Les hommes

Les familles

Vivant dans le même univers hostile que leurs surveillants de maris et que les bagnards, les épouses et enfants ont payés un lourd tribut à l'aventure de cette "prison sans mur" qui était le bagne.
Souvent les enfants, élevés avec l'aide des garçons de famille, gardent malgré tout une nostalgie de cette époque.
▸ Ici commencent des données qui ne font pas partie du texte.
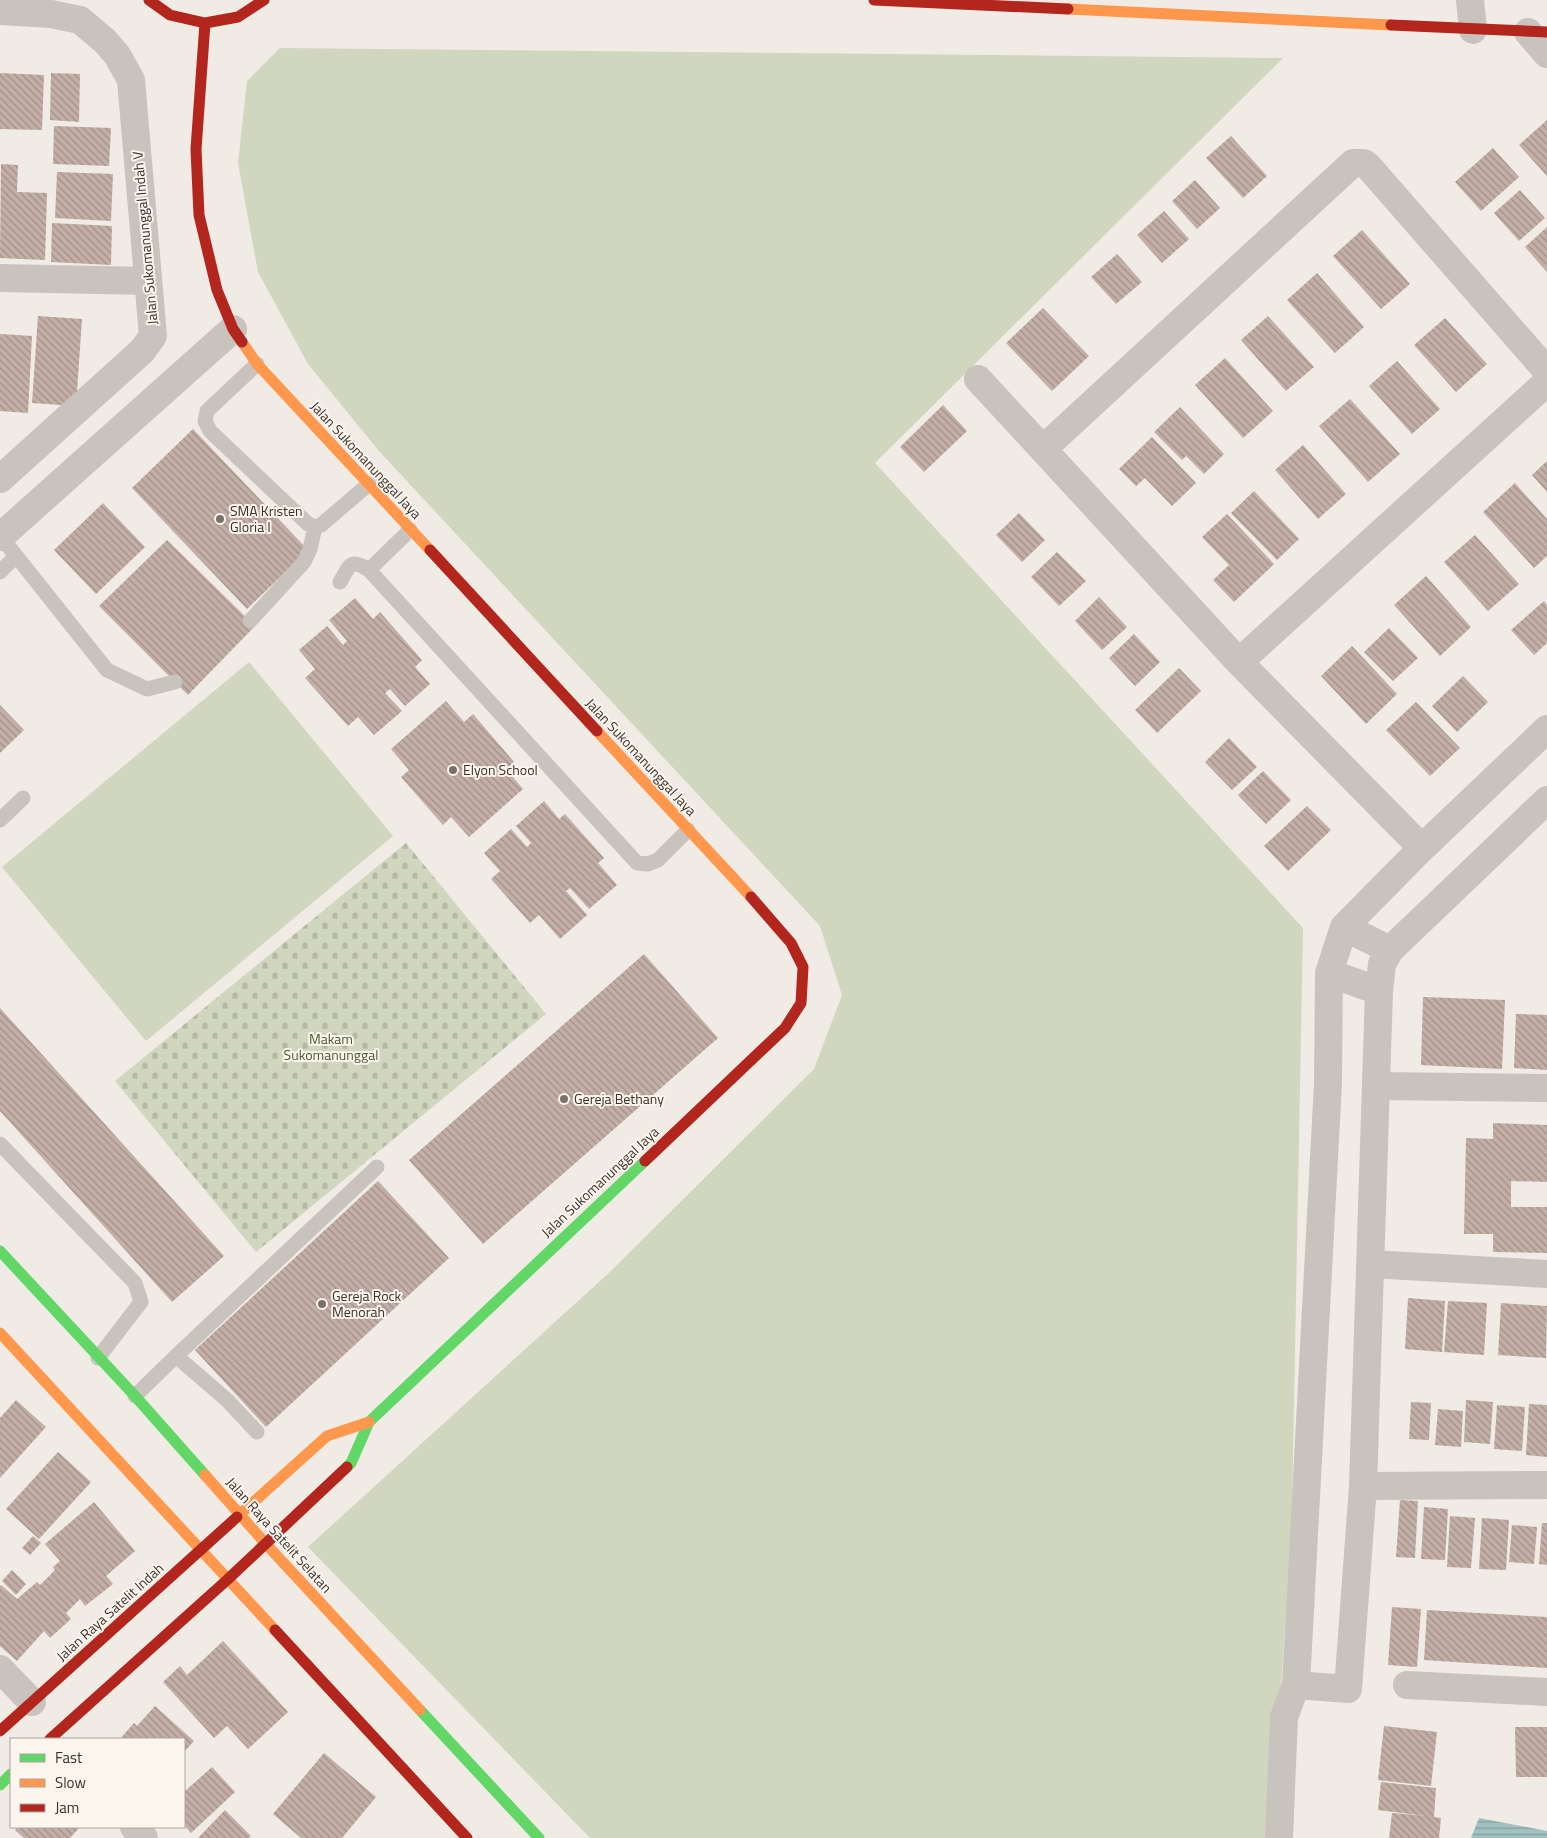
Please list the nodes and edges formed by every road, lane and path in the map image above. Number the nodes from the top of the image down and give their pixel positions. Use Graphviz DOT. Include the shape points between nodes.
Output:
graph roads {
  1 [pos="149,0"];
  2 [pos="264,0"];
  3 [pos="874,0"];
  4 [pos="890,0"];
  5 [pos="1470,0"];
  6 [pos="0,11"];
  7 [pos="204,23"];
  8 [pos="1473,30"];
  9 [pos="1537,32"];
  10 [pos="1547,54"];
  11 [pos="0,278"];
  12 [pos="148,281"];
  13 [pos="233,329"];
  14 [pos="257,364"];
  15 [pos="1547,370"];
  16 [pos="978,379"];
  17 [pos="1547,382"];
  18 [pos="1042,449"];
  19 [pos="0,479"];
  20 [pos="369,484"];
  21 [pos="315,527"];
  22 [pos="410,530"];
  23 [pos="6,543"];
  24 [pos="369,570"];
  25 [pos="0,572"];
  26 [pos="340,582"];
  27 [pos="250,621"];
  28 [pos="1240,662"];
  29 [pos="175,682"];
  30 [pos="1547,729"];
  31 [pos="23,798"];
  32 [pos="1547,800"];
  33 [pos="0,820"];
  34 [pos="688,830"];
  35 [pos="1422,848"];
  36 [pos="1344,927"];
  37 [pos="1390,950"];
  38 [pos="1329,972"];
  39 [pos="1379,990"];
  40 [pos="1376,1086"];
  41 [pos="1547,1088"];
  42 [pos="0,1144"];
  43 [pos="377,1167"];
  44 [pos="0,1251"];
  45 [pos="1370,1264"];
  46 [pos="1547,1274"];
  47 [pos="0,1333"];
  48 [pos="176,1356"];
  49 [pos="98,1358"];
  50 [pos="135,1396"];
  51 [pos="369,1422"];
  52 [pos="257,1432"];
  53 [pos="1547,1485"];
  54 [pos="1362,1486"];
  55 [pos="240,1515"];
  56 [pos="265,1543"];
  57 [pos="200,1550"];
  58 [pos="227,1580"];
  59 [pos="0,1669"];
  60 [pos="1296,1685"];
  61 [pos="1407,1685"];
  62 [pos="1547,1692"];
  63 [pos="32,1702"];
  64 [pos="0,1731"];
  65 [pos="52,1738"];
  66 [pos="10,1775"];
  67 [pos="0,1784"];
  68 [pos="135,1828"];
  69 [pos="144,1838"];
  70 [pos="467,1838"];
  71 [pos="539,1838"];
  72 [pos="1279,1838"];
  1 -- 7 [label="street" via="170,15"];
  2 -- 7 [label="street" via="238,17"];
  3 -- 4 [label="street"];
  4 -- 8 [label="street"];
  5 -- 8 [label="street"];
  6 -- 12 [label="street, Jalan Sukomanunggal Indah V" via="51,14 80,20 105,40 131,80"];
  7 -- 13 [label="street, Jalan Sukomanunggal Jaya" via="196,149 199,215 217,290"];
  8 -- 9 [label="street"];
  9 -- 10 [label="street"];
  11 -- 12 [label="street"];
  12 -- 19 [label="street, Jalan Sukomanunggal Indah V" via="153,336 142,351"];
  13 -- 14 [label="street, Jalan Sukomanunggal Jaya"];
  13 -- 23 [label="street"];
  14 -- 20 [label="street, Jalan Sukomanunggal Jaya"];
  14 -- 21 [label="lane" via="207,411 205,421 210,431 308,524"];
  15 -- 18 [label="street" via="1368,166 1353,163"];
  16 -- 18 [label="street"];
  17 -- 28 [label="street"];
  18 -- 28 [label="street"];
  20 -- 21 [label="lane"];
  20 -- 22 [label="street, Jalan Sukomanunggal Jaya"];
  21 -- 27 [label="lane" via="304,562"];
  22 -- 24 [label="lane"];
  22 -- 34 [label="street, Jalan Sukomanunggal Jaya"];
  23 -- 25 [label="lane"];
  23 -- 29 [label="lane" via="107,670 146,689"];
  24 -- 26 [label="lane" via="354,563"];
  24 -- 34 [label="lane" via="637,863 648,864 658,860"];
  28 -- 35 [label="street"];
  30 -- 35 [label="street"];
  31 -- 33 [label="lane"];
  32 -- 37 [label="street"];
  34 -- 51 [label="street, Jalan Sukomanunggal Jaya" via="791,943 803,967 801,1003 785,1028"];
  35 -- 36 [label="street"];
  36 -- 37 [label="street"];
  36 -- 38 [label="street"];
  37 -- 39 [label="street" via="1382,964"];
  38 -- 39 [label="street"];
  38 -- 60 [label="street" via="1328,1083"];
  39 -- 40 [label="street"];
  40 -- 41 [label="street"];
  40 -- 45 [label="street"];
  42 -- 49 [label="lane" via="135,1283 141,1302"];
  43 -- 48 [label="lane"];
  44 -- 49 [label="street, Jalan Raya Satelit Selatan"];
  45 -- 46 [label="street"];
  45 -- 54 [label="street"];
  47 -- 57 [label="street"];
  48 -- 50 [label="lane"];
  48 -- 52 [label="lane" via="228,1400"];
  49 -- 50 [label="street, Jalan Raya Satelit Selatan"];
  50 -- 55 [label="street, Jalan Raya Satelit Selatan"];
  51 -- 55 [label="street, Jalan Sukomanunggal Jaya" via="327,1436"];
  51 -- 56 [label="street, Jalan Sukomanunggal Jaya" via="351,1463"];
  53 -- 54 [label="street"];
  54 -- 60 [label="street" via="1348,1688"];
  55 -- 56 [label="street, Jalan Raya Satelit Selatan"];
  55 -- 57 [label="street, Jalan Raya Satelit Indah"];
  56 -- 58 [label="street"];
  56 -- 71 [label="street, Jalan Raya Satelit Selatan"];
  57 -- 58 [label="street"];
  57 -- 63 [label="street, Jalan Raya Satelit Indah"];
  58 -- 65 [label="street"];
  58 -- 70 [label="street"];
  59 -- 63 [label="street"];
  60 -- 72 [label="street" via="1284,1717"];
  61 -- 62 [label="street"];
  63 -- 64 [label="street, Jalan Raya Satelit Indah"];
  66 -- 67 [label="street"];
  68 -- 69 [label="street"];
}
Témoignage unique d'une épouse de surveillant, la dernière à avoir vu le docteur BOUGRAT avant sa spectaculaire évasion :
"Ce fut lors d'un de ces séjours que je rencontrais le docteur BOUGRAT. Ce médecin qui avait tué et enfermé dans un placard sa victime, un homme d'affaire, vous pensez bien que dès son arrivée en Guyane, il fut affecté au laboratoire des analyses de l'hopital où il était traité comme un homme libre. C'était lui qui me faisait les prises de sang. Je le revois encore avec sa figure ronde au teint blanc et rose et très distant. J'évitais de lui poser des questions indiscrètes et les seules conversations était au sujet de ma santé et le dernier jour où je le voyais, il me dit : "Quittez ce pays, madame, c'est un conseil que je vous donne". Je ne répondis pas car pour moi, c'était un bagnard comme les autres, je n'avais pas plus d'estime pour lui.
Le dernier jour que je passais à l'hopital, un après-midi avec deux autres malades, nous regardions par la fenètre de la véranda, ce qui se passait dans la cour et la rue qui était assez proche quand nous l'aperçumes accompagné de notre garçon de réfectoire et un troisième condamné, ils franchirent la grille de l'hopital et nous firent un signe d'adieu. Nous fûmes subjuguées par cette attitude, car l'élément pénal ne se permettait pas d'une pareille attitude vis à vis des épouses du personnel administratif. Toutes les trois, nous eûment la même pensée par avance qu'ils partaient en cavale."